→ **Your objective**
Gather each line of the entries below that includes "paths".

→ **Records provided**

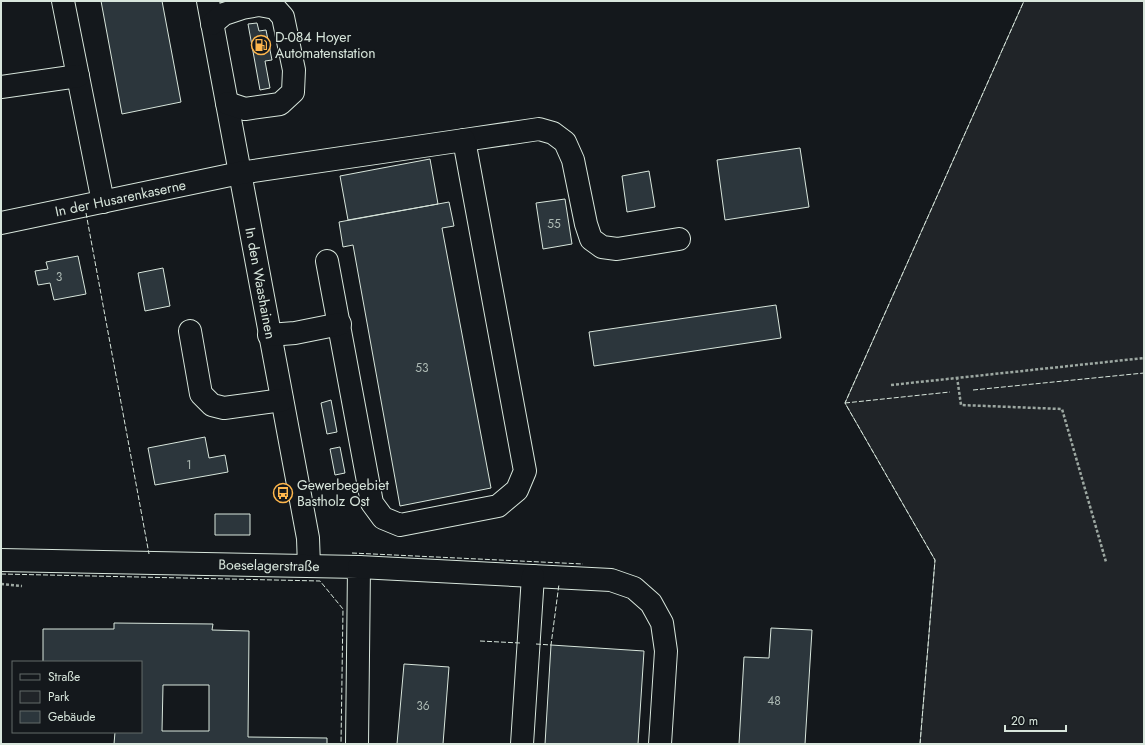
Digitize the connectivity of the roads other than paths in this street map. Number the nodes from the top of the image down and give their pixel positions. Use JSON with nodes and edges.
{"nodes":[{"id":1,"x":63,"y":1,"type":"edge"},
{"id":2,"x":208,"y":1,"type":"edge"},
{"id":3,"x":212,"y":24,"type":"junction"},
{"id":4,"x":78,"y":76,"type":"junction"},
{"id":5,"x":1,"y":87,"type":"edge"},
{"id":6,"x":227,"y":104,"type":"junction"},
{"id":7,"x":464,"y":140,"type":"junction"},
{"id":8,"x":240,"y":173,"type":"junction"},
{"id":9,"x":103,"y":202,"type":"junction"},
{"id":10,"x":1,"y":223,"type":"edge"},
{"id":11,"x":679,"y":239,"type":"dead end"},
{"id":12,"x":327,"y":261,"type":"dead end"},
{"id":13,"x":340,"y":324,"type":"junction"},
{"id":14,"x":190,"y":330,"type":"dead end"},
{"id":15,"x":269,"y":335,"type":"junction"},
{"id":16,"x":282,"y":400,"type":"junction"},
{"id":17,"x":1,"y":560,"type":"edge"},
{"id":18,"x":309,"y":566,"type":"junction"},
{"id":19,"x":359,"y":567,"type":"junction"},
{"id":20,"x":533,"y":576,"type":"junction"},
{"id":21,"x":357,"y":744,"type":"edge"},
{"id":22,"x":522,"y":744,"type":"edge"},
{"id":23,"x":660,"y":744,"type":"edge"}],
"edges":[{"from":1,"to":4,"type":"street"},
{"from":2,"to":3,"type":"street","name":"In den Waashainen"},
{"from":3,"to":6,"type":"street","name":"In den Waashainen"},
{"from":3,"to":6,"type":"street"},
{"from":4,"to":5,"type":"street"},
{"from":4,"to":9,"type":"street"},
{"from":6,"to":8,"type":"street","name":"In den Waashainen"},
{"from":7,"to":8,"type":"street","name":"In der Husarenkaserne"},
{"from":7,"to":11,"type":"street","name":"In der Husarenkaserne"},
{"from":7,"to":13,"type":"street"},
{"from":8,"to":9,"type":"street","name":"In der Husarenkaserne"},
{"from":8,"to":15,"type":"street","name":"In den Waashainen"},
{"from":9,"to":10,"type":"street","name":"In der Husarenkaserne"},
{"from":12,"to":13,"type":"street"},
{"from":13,"to":15,"type":"street"},
{"from":14,"to":16,"type":"street"},
{"from":15,"to":16,"type":"street","name":"In den Waashainen"},
{"from":16,"to":18,"type":"street","name":"In den Waashainen"},
{"from":17,"to":18,"type":"street","name":"Boeselagerstraße"},
{"from":18,"to":19,"type":"street","name":"Boeselagerstraße"},
{"from":19,"to":20,"type":"street","name":"Boeselagerstraße"},
{"from":19,"to":21,"type":"street"},
{"from":20,"to":22,"type":"street"},
{"from":20,"to":23,"type":"street","name":"Boeselagerstraße"}]}
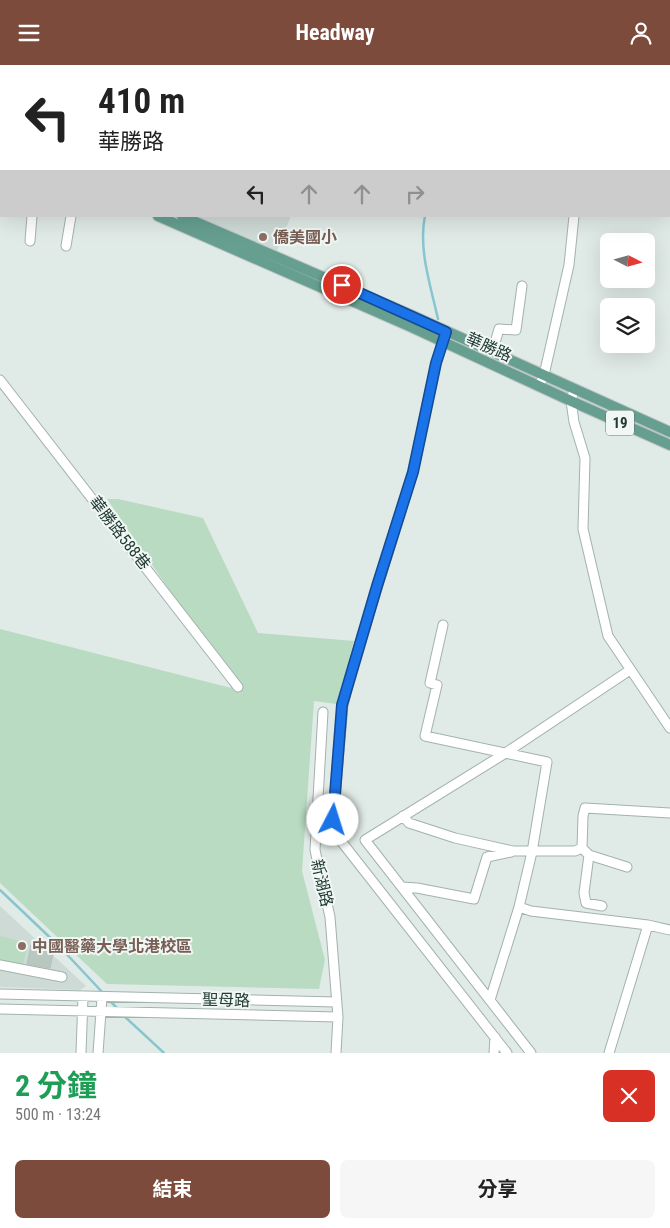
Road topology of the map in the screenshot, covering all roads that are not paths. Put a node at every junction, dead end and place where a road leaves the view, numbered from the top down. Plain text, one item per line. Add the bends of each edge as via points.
1 (32, 217) edge
2 (71, 217) edge
3 (161, 217) edge
4 (183, 217) edge
5 (574, 217) edge
6 (196, 228) junction
7 (30, 241) dead end
8 (66, 246) dead end
9 (522, 286) dead end
10 (446, 332) junction
11 (442, 342) junction
12 (492, 353) junction
13 (544, 375) junction
14 (0, 380) edge
15 (539, 386) junction
16 (574, 390) junction
17 (571, 401) junction
18 (670, 432) edge
19 (670, 445) edge
20 (444, 625) dead end
21 (630, 670) junction
22 (238, 687) dead end
23 (323, 712) dead end
24 (670, 728) edge
25 (504, 754) junction
26 (670, 813) edge
27 (402, 816) junction
28 (582, 848) junction
29 (514, 851) junction
30 (532, 852) junction
31 (589, 855) junction
32 (627, 867) dead end
33 (402, 887) junction
34 (602, 906) dead end
35 (519, 907) junction
36 (648, 925) junction
37 (670, 930) edge
38 (0, 965) edge
39 (62, 977) dead end
40 (0, 994) edge
41 (83, 997) junction
42 (102, 998) junction
43 (490, 999) junction
44 (336, 1002) junction
45 (0, 1009) edge
46 (83, 1012) junction
47 (101, 1013) junction
48 (338, 1017) junction
49 (495, 1037) junction
50 (81, 1053) edge
51 (98, 1053) edge
52 (336, 1053) edge
53 (494, 1053) edge
54 (507, 1053) edge
55 (531, 1053) edge
56 (608, 1053) edge

1 - 7 street
2 - 8 street
3 - 6 main road, 華勝路 / 19
4 - 6 main road, 華勝路 / 19
5 - 13 street via 569,265
6 - 10 main road, 華勝路 / 19
6 - 11 main road, 華勝路 / 19
9 - 12 street via 516,330 499,329
10 - 11 street
10 - 12 main road, 華勝路 / 19
11 - 15 main road, 華勝路 / 19
11 - 49 street via 413,472 342,705 333,820 340,841
12 - 13 main road, 華勝路 / 19
13 - 15 street
13 - 16 main road, 華勝路 / 19
14 - 22 street, 華勝路588巷
15 - 17 main road, 華勝路 / 19
16 - 17 street
16 - 18 main road, 華勝路 / 19
17 - 19 main road, 華勝路 / 19
17 - 21 street via 585,458 583,529 608,636
20 - 25 street via 430,683 437,685 425,736
21 - 24 street
21 - 25 street
23 - 44 street, 新湖路 via 315,850 330,917
25 - 27 street
25 - 30 street via 547,762
26 - 28 street via 585,808
27 - 29 street via 409,823 455,838
27 - 33 street via 365,840
28 - 30 street
28 - 31 street
29 - 30 street
29 - 33 street via 487,857 474,899
30 - 35 street
31 - 32 street
31 - 34 street via 584,893 586,903
33 - 43 street
35 - 36 street
35 - 43 street
36 - 37 street
36 - 56 street
38 - 39 street
40 - 41 street
41 - 42 street
41 - 46 street
42 - 44 street, 聖母路
42 - 47 street
43 - 55 street
44 - 48 street, 新湖路
45 - 46 street, 聖母路
46 - 47 street, 聖母路
46 - 50 street
47 - 48 street, 聖母路
47 - 51 street
48 - 52 street, 新湖路
49 - 53 street
49 - 54 street

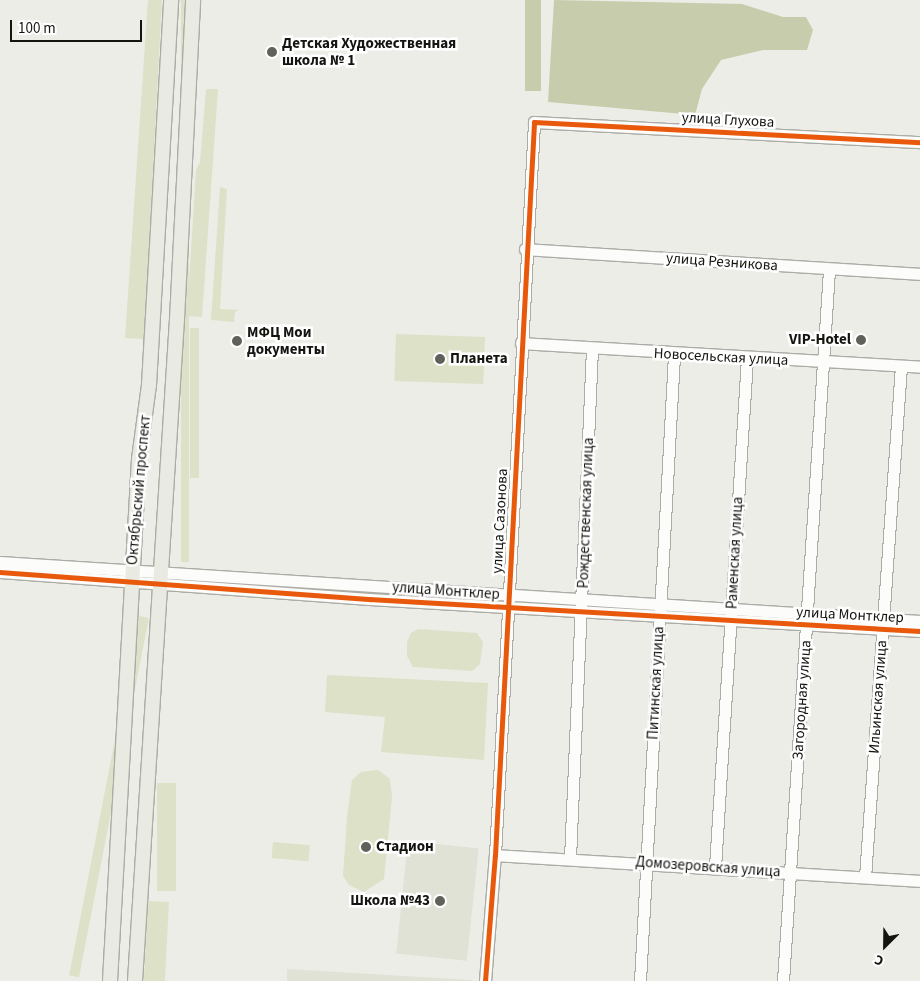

→ **Solution**
Digitize the connectivity of the roads other than paths in this street map. Number the nodes from the top of the image down and give their pixel positions. Use JSON with nodes and edges.
Road topology of the map in the screenshot, covering all roads that are not paths. Put a node at every junction, dead end and place where a road leaves the view, numbered from the top down. Plain text, one item per line. Add the bends of each edge as via points.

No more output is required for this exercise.